[RECORDS FOR THIS EXERCISE]

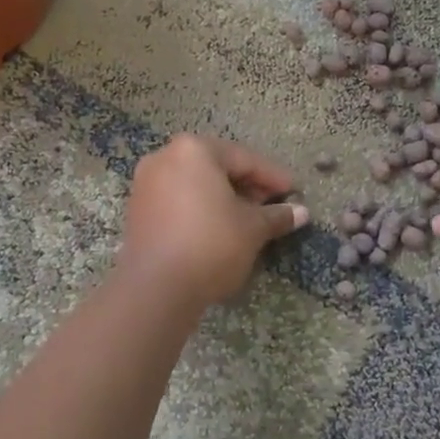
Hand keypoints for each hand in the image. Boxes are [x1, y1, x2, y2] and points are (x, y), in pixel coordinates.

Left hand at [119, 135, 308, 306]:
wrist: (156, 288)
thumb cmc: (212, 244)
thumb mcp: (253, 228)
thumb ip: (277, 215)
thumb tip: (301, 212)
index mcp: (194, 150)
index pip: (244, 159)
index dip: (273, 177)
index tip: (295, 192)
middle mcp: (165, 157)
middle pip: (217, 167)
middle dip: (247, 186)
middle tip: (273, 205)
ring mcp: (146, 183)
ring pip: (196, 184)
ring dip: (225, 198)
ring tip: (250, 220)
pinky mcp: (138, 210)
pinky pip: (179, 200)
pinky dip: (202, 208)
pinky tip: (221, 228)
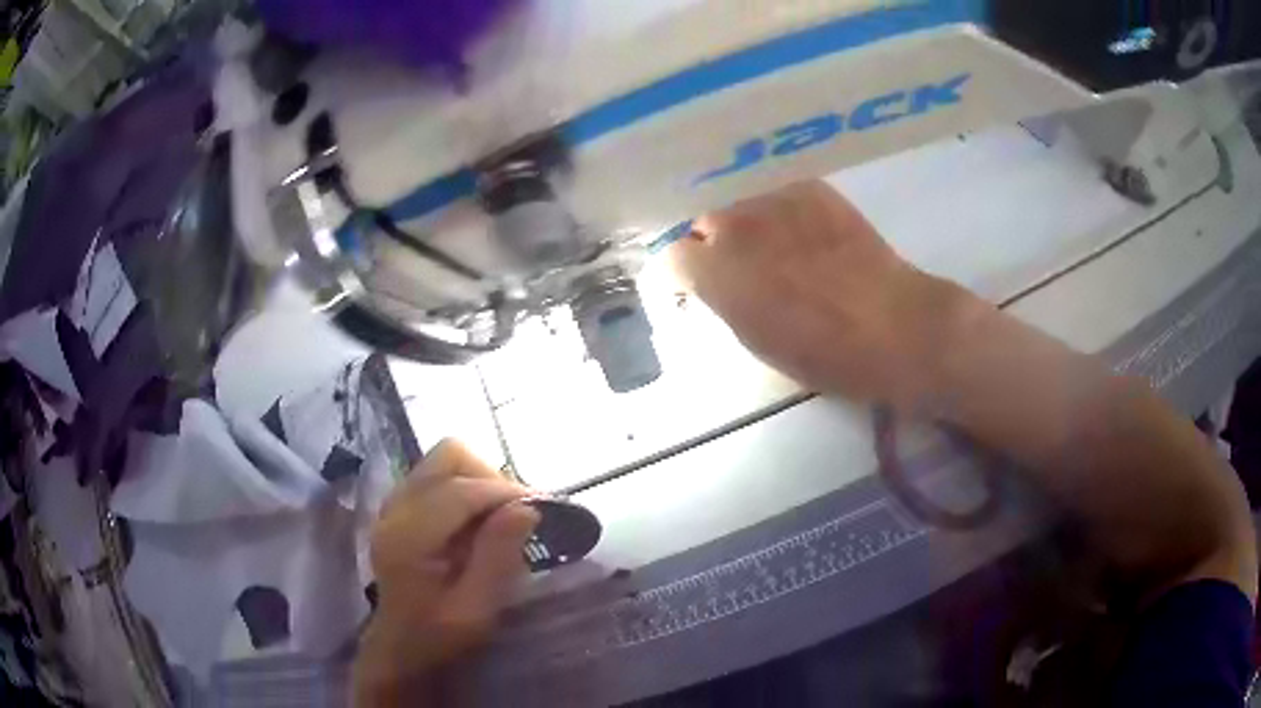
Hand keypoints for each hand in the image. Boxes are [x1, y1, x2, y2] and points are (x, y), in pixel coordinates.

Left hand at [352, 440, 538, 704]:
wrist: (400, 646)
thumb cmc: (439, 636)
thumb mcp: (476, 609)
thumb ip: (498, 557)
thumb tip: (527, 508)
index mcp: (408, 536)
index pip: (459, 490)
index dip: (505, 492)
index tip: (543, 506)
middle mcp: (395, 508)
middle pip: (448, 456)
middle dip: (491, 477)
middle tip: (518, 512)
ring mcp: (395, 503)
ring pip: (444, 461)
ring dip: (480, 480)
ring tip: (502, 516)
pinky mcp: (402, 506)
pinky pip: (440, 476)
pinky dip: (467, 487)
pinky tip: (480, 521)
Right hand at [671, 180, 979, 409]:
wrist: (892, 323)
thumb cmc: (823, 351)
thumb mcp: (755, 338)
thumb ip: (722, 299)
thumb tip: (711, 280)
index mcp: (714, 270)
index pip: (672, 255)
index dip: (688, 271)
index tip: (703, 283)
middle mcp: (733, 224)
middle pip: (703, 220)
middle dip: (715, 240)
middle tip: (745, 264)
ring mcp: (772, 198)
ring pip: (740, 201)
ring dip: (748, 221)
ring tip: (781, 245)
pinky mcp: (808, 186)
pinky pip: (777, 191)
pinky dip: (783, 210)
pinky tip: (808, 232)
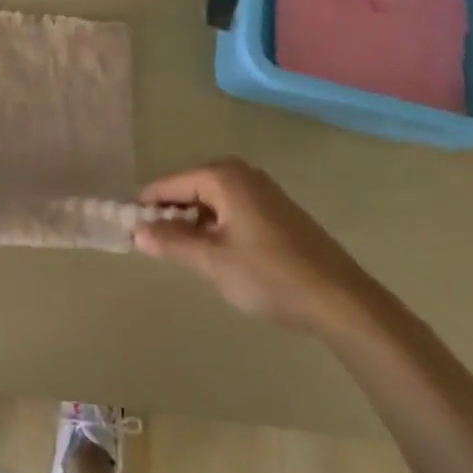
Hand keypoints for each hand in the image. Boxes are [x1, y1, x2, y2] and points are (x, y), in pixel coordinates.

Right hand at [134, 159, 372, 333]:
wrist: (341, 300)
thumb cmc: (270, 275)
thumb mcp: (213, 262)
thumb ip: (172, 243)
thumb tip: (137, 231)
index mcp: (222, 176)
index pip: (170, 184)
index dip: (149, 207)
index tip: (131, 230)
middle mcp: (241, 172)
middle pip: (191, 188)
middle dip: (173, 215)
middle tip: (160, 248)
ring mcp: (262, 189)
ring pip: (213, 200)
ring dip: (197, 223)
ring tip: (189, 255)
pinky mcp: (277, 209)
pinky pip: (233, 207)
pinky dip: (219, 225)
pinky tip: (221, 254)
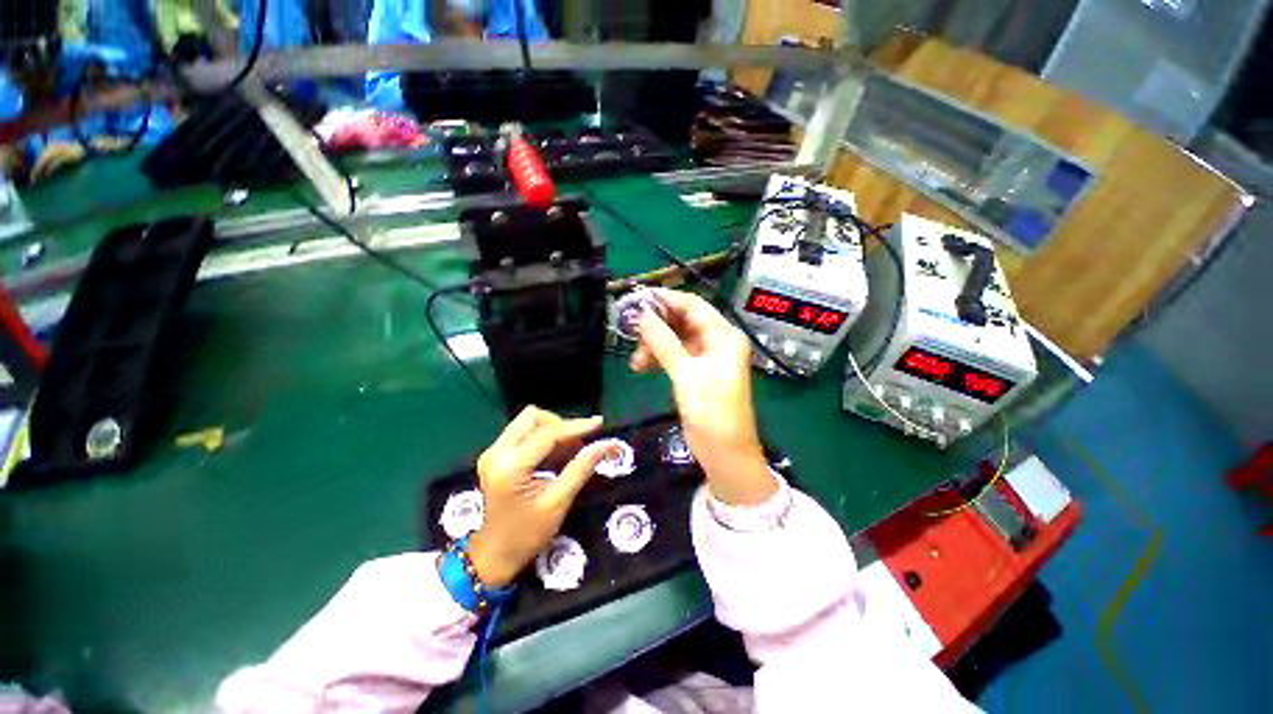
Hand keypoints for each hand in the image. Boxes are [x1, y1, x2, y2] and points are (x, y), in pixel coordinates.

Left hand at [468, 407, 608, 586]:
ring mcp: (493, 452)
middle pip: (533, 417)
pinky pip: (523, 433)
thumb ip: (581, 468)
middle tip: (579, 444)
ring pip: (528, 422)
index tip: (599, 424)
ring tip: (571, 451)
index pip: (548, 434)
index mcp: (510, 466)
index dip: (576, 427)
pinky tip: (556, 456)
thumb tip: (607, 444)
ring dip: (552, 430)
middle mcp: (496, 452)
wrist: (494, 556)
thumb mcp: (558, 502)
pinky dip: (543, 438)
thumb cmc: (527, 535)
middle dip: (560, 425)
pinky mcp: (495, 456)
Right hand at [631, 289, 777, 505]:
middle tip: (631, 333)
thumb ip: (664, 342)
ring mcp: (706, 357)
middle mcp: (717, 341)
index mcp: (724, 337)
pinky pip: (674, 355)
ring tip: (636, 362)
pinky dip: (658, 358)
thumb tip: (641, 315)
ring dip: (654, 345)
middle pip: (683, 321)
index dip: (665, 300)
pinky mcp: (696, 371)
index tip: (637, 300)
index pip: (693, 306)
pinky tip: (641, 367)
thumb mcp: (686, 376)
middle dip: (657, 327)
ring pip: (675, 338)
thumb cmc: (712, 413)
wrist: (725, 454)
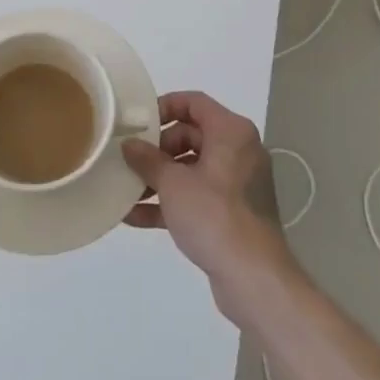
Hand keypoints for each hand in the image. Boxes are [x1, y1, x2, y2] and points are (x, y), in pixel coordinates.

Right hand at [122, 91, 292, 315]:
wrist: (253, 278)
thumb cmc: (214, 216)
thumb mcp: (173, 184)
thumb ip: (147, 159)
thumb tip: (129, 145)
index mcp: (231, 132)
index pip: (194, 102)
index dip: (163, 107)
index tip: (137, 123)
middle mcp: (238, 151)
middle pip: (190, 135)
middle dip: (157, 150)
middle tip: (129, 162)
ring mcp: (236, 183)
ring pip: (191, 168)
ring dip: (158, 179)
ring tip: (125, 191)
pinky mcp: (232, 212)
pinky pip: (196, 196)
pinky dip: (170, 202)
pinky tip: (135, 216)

[/RECORDS FOR THIS EXERCISE]

• **AIM OF THE TASK**:
In the records above, how many lines hold the string "Left"? Only the number should be given.

• **RESPONSE BOX**:
3